The Assumption to Destroy

“Semantic conventions are optional naming suggestions — I can name my attributes whatever makes sense for my team.”

If you’ve ever added a span attribute called http_method or statusCode or query_string and thought “close enough,” this is the assumption we’re going to destroy in this module.

Semantic conventions are not style preferences. They are a portability contract. When you use them correctly, every OTel-compatible backend, visualization tool, and auto-instrumentation library can build features against your telemetry with confidence — because they know exactly what to expect. When you invent your own names, all of that silently disappears. Your dashboards show nothing. Your vendor’s out-of-box APM views are blank. Your SLO alerts don’t fire. And nothing tells you why.

Here’s the mental model we’re going to build:

Semantic conventions are the schema that makes OpenTelemetry’s portability promise real. Any tool that understands OTel understands the conventions. If your data doesn’t follow the conventions, it is not actually portable — it is just data that happens to move through OTel’s plumbing.

Let’s take this apart piece by piece.


What Semantic Conventions Are and Where They Live

Semantic conventions define the names, types, and meanings of attributes for common operations: HTTP requests, database calls, messaging systems, runtime metrics, cloud resource metadata, and more.

They live in the opentelemetry/semantic-conventions repository on GitHub — a dedicated sub-repo under the OpenTelemetry organization. This is separate from the main opentelemetry-specification repo, which covers the API, SDK, and protocol definitions. Semantic conventions have their own release cadence.

The point of having a shared specification is this: any backend vendor can build a “database query performance” view that works for every customer — not just customers on a specific SDK or language. Why? Because the vendor knows:

  • The database system will always be in db.system
  • The database name will always be in db.name
  • The operation type will always be in db.operation
  • The actual query will always be in db.statement (when present)

When you follow these conventions in your InsureWatch claims service — whether it’s written in Python, Java, or Node.js — the vendor’s dashboard works for you out of the box. When you invent your own names (database_type, sql_query, op), the dashboard shows zero data, with no error, no warning, and no indication of why.

That last part is what makes convention violations so dangerous. They don’t cause exceptions. They cause silence.

Your App (following conventions)
   │  db.system = "postgresql"
   │  db.operation = "SELECT"
   │  db.statement = "SELECT * FROM claims WHERE ..."

OTel Collector
   │  (passes through unchanged)

Backend A (Grafana)                Backend B (Datadog)
"I know db.system exists —         "I know db.system exists —
 building DB latency panel"         adding to DB analytics view"

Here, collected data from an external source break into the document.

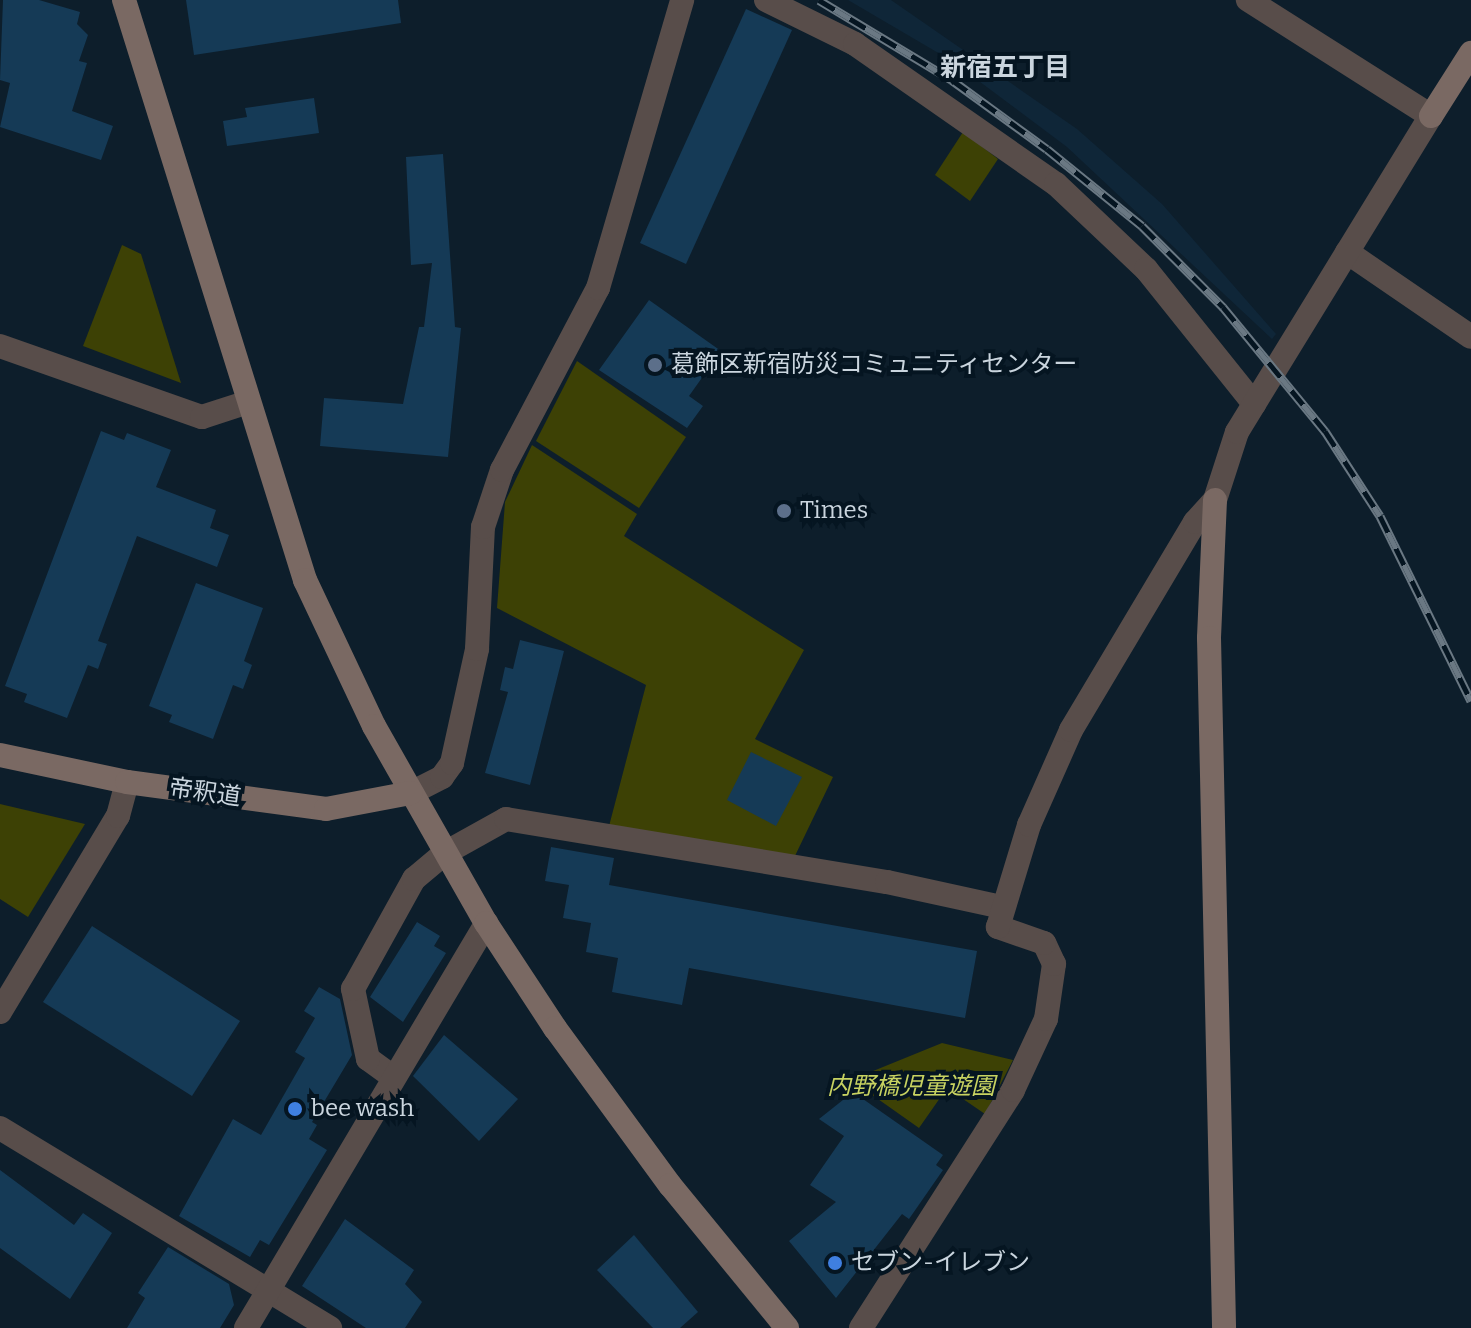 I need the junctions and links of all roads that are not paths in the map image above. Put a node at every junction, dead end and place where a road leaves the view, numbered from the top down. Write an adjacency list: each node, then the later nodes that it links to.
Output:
1 (124, 0): 10 (street)
2 (682, 0): 15 (street)
3 (766, 0): 11 (street)
4 (1248, 0): 6 (street)
5 (1471, 53): 6 (street)
6 (1431, 116): 7 (street)
7 (1347, 252): 8 (street); 11 (street)
8 (1471, 337)
9 (0, 346): 10 (street)
10 (245, 403): 15 (street)
11 (1254, 404): 12 (street)
12 (1215, 500): 17 (street); 27 (street)
13 (0, 755): 14 (street, 帝釈道)
14 (127, 782): 15 (street, 帝釈道); 19 (street)
15 (411, 793): 16 (street)
16 (445, 853): 17 (street); 18 (street); 20 (street)
17 (1002, 907): 26 (street)
18 (486, 923): 20 (street); 25 (street)
19 (0, 1012)
20 (393, 1077): 22 (street)
21 (0, 1128): 22 (street)
22 (269, 1291): 23 (street); 24 (street)
23 (246, 1328)
24 (330, 1328)
25 (787, 1328)
26 (861, 1328)
27 (1224, 1328)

─────────────────────────────────────────────────────────────────

Your App (inventing names)
   │  database_type = "postgresql"
   │  op = "SELECT"
   │  query = "SELECT * FROM claims WHERE ..."

OTel Collector
   │  (passes through unchanged)

Backend A (Grafana)                Backend B (Datadog)
"db.system not found —             "db.system not found —
 panel shows no data"               DB view shows no data"

Takeaway: Every attribute name you invent is a name no downstream tool will ever understand. Use the conventions.


Stability Levels

Not all semantic conventions are equal. The specification defines three stability levels, and each has real consequences for how you should use them.

Stable

Stable conventions are locked. The names, types, and meanings will not change. You can instrument against them today and expect them to work in five years, across any SDK version, any Collector version, any backend version.

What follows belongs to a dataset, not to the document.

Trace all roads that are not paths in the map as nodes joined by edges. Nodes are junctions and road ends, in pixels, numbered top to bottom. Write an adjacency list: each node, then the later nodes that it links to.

When you build SLO dashboards, alerting rules, or on-call runbooks on stable attributes, you’re building on solid ground.

Experimental

Experimental conventions are subject to change. The names you use today might be renamed, restructured, or removed in a future release. The specification makes no backward-compatibility guarantee.

This does not mean “don’t use them.” Many of the most practically useful attributes are still experimental — particularly in newer areas like GenAI instrumentation, some messaging patterns, and certain runtime metrics. The point is: know what you’re building on. An experimental attribute is a conscious trade-off. You accept that a future SDK or library upgrade might rename it.

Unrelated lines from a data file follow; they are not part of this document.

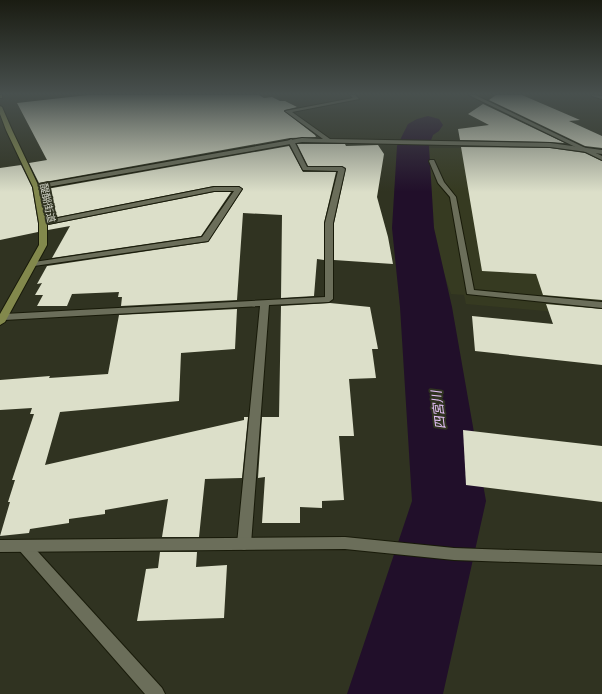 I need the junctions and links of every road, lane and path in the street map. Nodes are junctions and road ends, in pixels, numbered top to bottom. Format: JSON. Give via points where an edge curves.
{"nodes":[{"id":1,"x":9,"y":127,"type":"edge"},
{"id":2,"x":311,"y":127,"type":"edge"},
{"id":3,"x":539,"y":127,"type":"edge"},
{"id":4,"x":328,"y":140,"type":"junction"},
{"id":5,"x":291,"y":141,"type":"junction"},
{"id":6,"x":584,"y":149,"type":"junction"},
{"id":7,"x":602,"y":152,"type":"edge"},
{"id":8,"x":602,"y":158,"type":"edge"},
{"id":9,"x":432,"y":161,"type":"dead end"},
{"id":10,"x":36,"y":187,"type":"junction"},
{"id":11,"x":43,"y":224,"type":"junction"},
{"id":12,"x":34,"y":264,"type":"junction"},
{"id":13,"x":265,"y":302,"type":"junction"},
{"id":14,"x":602,"y":305,"type":"edge"},
{"id":15,"x":2,"y":319,"type":"edge"},
{"id":16,"x":244,"y":544,"type":"junction"},
{"id":17,"x":0,"y":546,"type":"edge"},
{"id":18,"x":24,"y":546,"type":"junction"},
{"id":19,"x":602,"y":559,"type":"edge"},
{"id":20,"x":156,"y":694,"type":"edge"}],
"edges":[{"from":1,"to":10,"type":"main road","name":"醍醐街道"},
{"from":2,"to":4,"type":"street"},
{"from":3,"to":6,"type":"street"},
{"from":4,"to":5,"type":"street"},
{"from":4,"to":6,"type":"street","via":[[550,145]]},
{"from":5,"to":10,"type":"street"},
{"from":5,"to":13,"type":"street","via":[[305,170],[342,169],[329,223],[329,299]]},
{"from":6,"to":7,"type":"street"},
{"from":6,"to":8,"type":"street"},
{"from":9,"to":14,"type":"street","via":[[440,183],[453,198],[470,292]]},
{"from":10,"to":11,"type":"main road","name":"醍醐街道"},
{"from":11,"to":12,"type":"main road","name":"醍醐街道","via":[[43,245]]},
{"from":11,"to":12,"type":"street","via":[[214,189],[239,189],[205,239]]},
{"from":12,"to":15,"type":"main road","name":"醍醐街道"},
{"from":13,"to":15,"type":"street"},
{"from":13,"to":16,"type":"street"},
{"from":16,"to":18,"type":"street"},
{"from":16,"to":19,"type":"street","via":[[345,543],[454,554]]},
{"from":17,"to":18,"type":"street"},
{"from":18,"to":20,"type":"street"}]}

Exam callout: The OTCA exam tests the stability system specifically. Know that “experimental” means “may change,” not “do not use.” Know that stable means “guaranteed not to change.” Know that deprecated means “was stable, now replaced — migrate to the new name.”

Deprecated

Deprecated conventions were once stable, then superseded by better names — usually because the original design had structural problems, or the naming didn’t compose well with other namespaces. The old name continues to work for backward compatibility, but you should migrate to the current stable name in new instrumentation.

The HTTP namespace evolution is the clearest example of this, and it is directly tested on the exam. We’ll cover it in detail next.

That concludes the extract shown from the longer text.